Pakistan on the Taliban: “Dialogue must now be the highest priority”

Pakistan’s parliament has unanimously passed a 14-point resolution on combating the rise of terrorism and extremism. The document is being hailed by Information Minister Sherry Rehman as a “major signal for terrorists that our nation rejects their agendas,” but it falls short on a plan to confront the Taliban and al Qaeda’s grip on power in the violent northwest.

The resolution was passed by parliament at the end of a two-week-long joint session where the main focus was the deteriorating security situation in the country. After numerous briefings from senior leaders in the military, intelligence services, police, and government officials, a panel made up of representatives from Pakistan’s 16 major parties drafted the agreement.

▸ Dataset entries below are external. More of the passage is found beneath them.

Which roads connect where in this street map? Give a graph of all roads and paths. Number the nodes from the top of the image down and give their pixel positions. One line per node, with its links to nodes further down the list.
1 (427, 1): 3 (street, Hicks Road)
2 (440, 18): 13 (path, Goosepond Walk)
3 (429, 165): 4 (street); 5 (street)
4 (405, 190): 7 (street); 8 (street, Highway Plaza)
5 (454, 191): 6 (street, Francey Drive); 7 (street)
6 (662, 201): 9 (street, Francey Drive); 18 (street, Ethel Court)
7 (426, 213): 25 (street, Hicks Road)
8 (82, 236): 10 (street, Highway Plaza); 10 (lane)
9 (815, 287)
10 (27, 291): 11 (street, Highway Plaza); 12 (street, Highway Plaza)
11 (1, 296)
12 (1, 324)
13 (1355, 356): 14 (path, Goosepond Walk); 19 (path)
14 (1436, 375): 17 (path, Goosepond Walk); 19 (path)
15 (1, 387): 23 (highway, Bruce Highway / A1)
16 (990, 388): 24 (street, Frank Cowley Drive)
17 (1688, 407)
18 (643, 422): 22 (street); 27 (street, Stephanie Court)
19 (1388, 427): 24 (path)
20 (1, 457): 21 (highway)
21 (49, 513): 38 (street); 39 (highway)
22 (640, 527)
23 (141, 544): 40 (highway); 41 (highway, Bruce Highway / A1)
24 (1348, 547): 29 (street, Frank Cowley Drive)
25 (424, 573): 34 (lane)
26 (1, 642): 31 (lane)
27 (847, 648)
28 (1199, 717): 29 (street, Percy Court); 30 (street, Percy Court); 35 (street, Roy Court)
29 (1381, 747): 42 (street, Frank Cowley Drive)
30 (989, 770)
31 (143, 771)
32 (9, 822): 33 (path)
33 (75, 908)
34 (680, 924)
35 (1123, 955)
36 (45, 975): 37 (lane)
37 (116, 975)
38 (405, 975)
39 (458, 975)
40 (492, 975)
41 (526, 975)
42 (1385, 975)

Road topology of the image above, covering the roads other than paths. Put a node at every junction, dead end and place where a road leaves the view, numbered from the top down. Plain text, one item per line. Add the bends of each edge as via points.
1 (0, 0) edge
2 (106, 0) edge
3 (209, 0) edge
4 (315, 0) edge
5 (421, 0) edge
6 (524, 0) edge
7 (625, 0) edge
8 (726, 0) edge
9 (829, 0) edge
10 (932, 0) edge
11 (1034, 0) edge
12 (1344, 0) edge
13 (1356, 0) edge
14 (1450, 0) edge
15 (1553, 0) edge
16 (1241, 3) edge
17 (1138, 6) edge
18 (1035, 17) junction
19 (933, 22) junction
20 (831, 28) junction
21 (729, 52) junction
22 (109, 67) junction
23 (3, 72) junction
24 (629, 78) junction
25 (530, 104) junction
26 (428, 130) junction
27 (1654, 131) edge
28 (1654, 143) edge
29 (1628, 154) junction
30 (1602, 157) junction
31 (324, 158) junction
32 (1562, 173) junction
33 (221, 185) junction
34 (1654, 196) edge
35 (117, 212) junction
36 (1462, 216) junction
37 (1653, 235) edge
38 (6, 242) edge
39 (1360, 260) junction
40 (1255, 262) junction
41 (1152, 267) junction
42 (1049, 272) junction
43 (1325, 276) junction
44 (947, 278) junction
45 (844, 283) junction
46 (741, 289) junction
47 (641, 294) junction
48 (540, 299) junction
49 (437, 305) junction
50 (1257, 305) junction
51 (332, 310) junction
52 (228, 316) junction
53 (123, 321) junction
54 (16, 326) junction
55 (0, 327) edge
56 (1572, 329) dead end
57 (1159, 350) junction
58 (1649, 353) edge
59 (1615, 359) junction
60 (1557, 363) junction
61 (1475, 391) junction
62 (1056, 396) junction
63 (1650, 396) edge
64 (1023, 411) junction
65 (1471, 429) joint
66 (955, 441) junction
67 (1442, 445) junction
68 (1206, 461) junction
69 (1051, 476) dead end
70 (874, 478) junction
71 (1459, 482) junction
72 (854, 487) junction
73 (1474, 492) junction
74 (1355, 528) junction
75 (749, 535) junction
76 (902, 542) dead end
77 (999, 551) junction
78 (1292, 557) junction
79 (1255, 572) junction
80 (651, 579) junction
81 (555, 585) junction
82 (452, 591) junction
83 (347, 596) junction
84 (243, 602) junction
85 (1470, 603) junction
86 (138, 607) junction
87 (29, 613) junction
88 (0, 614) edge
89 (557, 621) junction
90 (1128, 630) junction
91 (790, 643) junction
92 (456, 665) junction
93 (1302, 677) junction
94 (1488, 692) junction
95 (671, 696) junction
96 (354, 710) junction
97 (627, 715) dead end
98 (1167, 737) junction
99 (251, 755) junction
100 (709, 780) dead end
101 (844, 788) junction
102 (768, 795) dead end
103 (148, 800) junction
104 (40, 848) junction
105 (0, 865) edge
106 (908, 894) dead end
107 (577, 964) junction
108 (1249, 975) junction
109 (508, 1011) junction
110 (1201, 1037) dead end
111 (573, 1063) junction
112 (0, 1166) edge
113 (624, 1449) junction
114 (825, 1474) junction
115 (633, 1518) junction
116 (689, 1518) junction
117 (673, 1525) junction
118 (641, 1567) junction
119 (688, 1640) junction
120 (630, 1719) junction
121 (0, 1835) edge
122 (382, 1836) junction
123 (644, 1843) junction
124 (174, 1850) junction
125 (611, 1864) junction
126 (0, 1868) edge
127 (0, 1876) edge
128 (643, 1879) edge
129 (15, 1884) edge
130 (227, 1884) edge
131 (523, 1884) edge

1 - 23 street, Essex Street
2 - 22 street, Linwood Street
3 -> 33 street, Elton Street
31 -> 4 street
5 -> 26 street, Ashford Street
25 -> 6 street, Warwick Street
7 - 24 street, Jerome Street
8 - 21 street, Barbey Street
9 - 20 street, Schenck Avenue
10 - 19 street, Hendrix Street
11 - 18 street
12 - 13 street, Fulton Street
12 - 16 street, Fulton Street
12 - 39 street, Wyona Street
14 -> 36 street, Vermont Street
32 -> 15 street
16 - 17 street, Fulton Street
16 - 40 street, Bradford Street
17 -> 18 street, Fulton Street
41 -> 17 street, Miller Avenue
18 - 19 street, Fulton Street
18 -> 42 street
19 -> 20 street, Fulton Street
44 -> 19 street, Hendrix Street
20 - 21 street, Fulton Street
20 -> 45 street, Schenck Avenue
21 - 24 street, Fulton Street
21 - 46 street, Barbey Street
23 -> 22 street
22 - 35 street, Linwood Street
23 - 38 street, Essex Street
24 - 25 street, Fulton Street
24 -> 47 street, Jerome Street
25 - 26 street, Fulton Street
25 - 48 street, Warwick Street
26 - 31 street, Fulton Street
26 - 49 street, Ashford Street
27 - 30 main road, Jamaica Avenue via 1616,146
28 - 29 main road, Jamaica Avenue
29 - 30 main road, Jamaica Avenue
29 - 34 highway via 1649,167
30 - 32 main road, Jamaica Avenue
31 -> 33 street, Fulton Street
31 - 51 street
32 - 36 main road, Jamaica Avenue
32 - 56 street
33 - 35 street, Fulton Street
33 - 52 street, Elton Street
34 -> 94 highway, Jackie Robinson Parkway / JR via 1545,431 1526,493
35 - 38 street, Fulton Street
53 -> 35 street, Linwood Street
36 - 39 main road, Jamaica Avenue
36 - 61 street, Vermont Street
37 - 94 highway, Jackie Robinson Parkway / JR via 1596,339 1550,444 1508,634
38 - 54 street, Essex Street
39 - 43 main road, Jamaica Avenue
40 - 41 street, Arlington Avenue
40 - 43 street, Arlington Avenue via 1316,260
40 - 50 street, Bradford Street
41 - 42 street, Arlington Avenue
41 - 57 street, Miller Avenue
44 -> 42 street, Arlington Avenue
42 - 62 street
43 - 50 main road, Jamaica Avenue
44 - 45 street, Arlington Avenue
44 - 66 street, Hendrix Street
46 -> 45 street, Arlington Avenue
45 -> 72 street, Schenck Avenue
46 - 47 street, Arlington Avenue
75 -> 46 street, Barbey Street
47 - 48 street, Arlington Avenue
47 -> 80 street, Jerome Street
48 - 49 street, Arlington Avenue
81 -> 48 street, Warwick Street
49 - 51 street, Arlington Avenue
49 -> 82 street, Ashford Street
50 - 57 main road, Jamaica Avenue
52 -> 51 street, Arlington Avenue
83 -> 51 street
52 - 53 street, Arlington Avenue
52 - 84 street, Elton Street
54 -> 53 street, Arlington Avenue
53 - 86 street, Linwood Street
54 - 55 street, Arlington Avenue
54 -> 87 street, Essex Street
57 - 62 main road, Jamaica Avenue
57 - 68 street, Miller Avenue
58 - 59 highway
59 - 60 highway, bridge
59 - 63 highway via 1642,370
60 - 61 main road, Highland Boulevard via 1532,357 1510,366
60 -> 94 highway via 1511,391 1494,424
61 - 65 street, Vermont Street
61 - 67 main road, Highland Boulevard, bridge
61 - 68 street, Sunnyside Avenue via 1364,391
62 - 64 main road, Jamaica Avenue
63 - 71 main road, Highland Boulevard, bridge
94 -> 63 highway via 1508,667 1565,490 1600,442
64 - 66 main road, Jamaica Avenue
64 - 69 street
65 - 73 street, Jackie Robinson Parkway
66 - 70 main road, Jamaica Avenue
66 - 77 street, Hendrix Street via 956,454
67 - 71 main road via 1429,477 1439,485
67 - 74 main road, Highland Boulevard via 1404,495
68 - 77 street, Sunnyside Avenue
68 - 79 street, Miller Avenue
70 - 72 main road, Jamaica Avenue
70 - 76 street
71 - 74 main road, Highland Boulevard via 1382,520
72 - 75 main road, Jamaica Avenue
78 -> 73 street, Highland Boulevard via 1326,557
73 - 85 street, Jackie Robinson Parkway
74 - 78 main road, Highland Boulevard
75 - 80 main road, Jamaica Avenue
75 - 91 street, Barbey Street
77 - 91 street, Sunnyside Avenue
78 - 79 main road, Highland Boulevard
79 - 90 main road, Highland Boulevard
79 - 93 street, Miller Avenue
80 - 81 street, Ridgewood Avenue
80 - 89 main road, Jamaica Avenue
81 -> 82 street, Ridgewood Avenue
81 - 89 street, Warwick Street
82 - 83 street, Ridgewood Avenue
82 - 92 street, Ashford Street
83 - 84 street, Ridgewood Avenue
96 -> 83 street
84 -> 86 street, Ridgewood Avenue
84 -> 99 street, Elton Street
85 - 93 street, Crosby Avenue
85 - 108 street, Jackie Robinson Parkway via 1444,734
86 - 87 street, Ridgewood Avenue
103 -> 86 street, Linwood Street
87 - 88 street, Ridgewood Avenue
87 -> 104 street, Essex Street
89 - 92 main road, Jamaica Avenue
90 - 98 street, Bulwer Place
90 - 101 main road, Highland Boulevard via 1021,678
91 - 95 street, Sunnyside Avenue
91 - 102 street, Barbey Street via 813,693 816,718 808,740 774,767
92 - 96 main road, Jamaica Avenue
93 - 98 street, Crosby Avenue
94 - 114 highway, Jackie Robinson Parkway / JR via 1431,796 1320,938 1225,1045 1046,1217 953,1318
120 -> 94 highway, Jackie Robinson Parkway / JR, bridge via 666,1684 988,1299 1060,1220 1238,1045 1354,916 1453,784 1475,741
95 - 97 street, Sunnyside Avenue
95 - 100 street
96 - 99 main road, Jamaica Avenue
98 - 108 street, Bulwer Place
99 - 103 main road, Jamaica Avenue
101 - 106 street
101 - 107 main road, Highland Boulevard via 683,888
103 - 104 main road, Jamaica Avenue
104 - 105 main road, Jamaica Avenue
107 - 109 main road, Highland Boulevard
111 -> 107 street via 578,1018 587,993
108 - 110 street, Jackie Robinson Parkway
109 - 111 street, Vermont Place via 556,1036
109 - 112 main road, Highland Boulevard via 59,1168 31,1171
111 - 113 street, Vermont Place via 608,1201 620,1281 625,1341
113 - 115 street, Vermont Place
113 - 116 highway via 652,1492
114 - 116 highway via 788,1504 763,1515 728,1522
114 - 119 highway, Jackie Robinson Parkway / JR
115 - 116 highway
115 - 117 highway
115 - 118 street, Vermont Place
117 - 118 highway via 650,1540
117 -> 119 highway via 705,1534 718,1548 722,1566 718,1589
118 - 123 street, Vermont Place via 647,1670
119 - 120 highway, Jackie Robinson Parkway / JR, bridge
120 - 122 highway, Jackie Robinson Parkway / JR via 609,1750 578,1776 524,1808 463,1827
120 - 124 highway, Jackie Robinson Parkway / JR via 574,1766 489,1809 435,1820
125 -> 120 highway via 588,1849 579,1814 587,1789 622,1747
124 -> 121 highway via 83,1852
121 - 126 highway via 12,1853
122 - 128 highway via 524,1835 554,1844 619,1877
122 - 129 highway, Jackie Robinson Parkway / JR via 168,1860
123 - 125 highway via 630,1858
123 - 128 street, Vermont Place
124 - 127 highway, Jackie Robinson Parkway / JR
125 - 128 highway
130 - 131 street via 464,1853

Maulana Fazlur Rehman, the pro-Taliban chief of the Jamiat Ulema-i-Islam, was a member of the panel. Rehman was described as “a spokesman for Taliban” during the parliamentary debate.

The government aimed for “consensus” to grant legitimacy to the resolution. To get it, Rehman had to sign the agreement. This led to a vague resolution that does not define the “extremists” and “militants,” and places the emphasis on talks.

The 14-point resolution is long on calls for negotiations and short on calls for action. The document stresses “dialogue” while barely making mention of the need to dislodge the Taliban through a concerted counterinsurgency campaign.

“Dialogue must now be the highest priority, as a principal instrument of conflict management and resolution,” the document states. “Dialogue will be encouraged with all those elements willing to abide by the Constitution of Pakistan and rule of law.” The resolution has no discussion of what to do if dialogue fails.

While Pakistan “stands united to combat this growing menace,” it is to be done through “a strong public message condemning all forms and manifestations of terrorism….” The government is asked to restore its writ, immediately withdraw the military from the region and replace them with local security forces.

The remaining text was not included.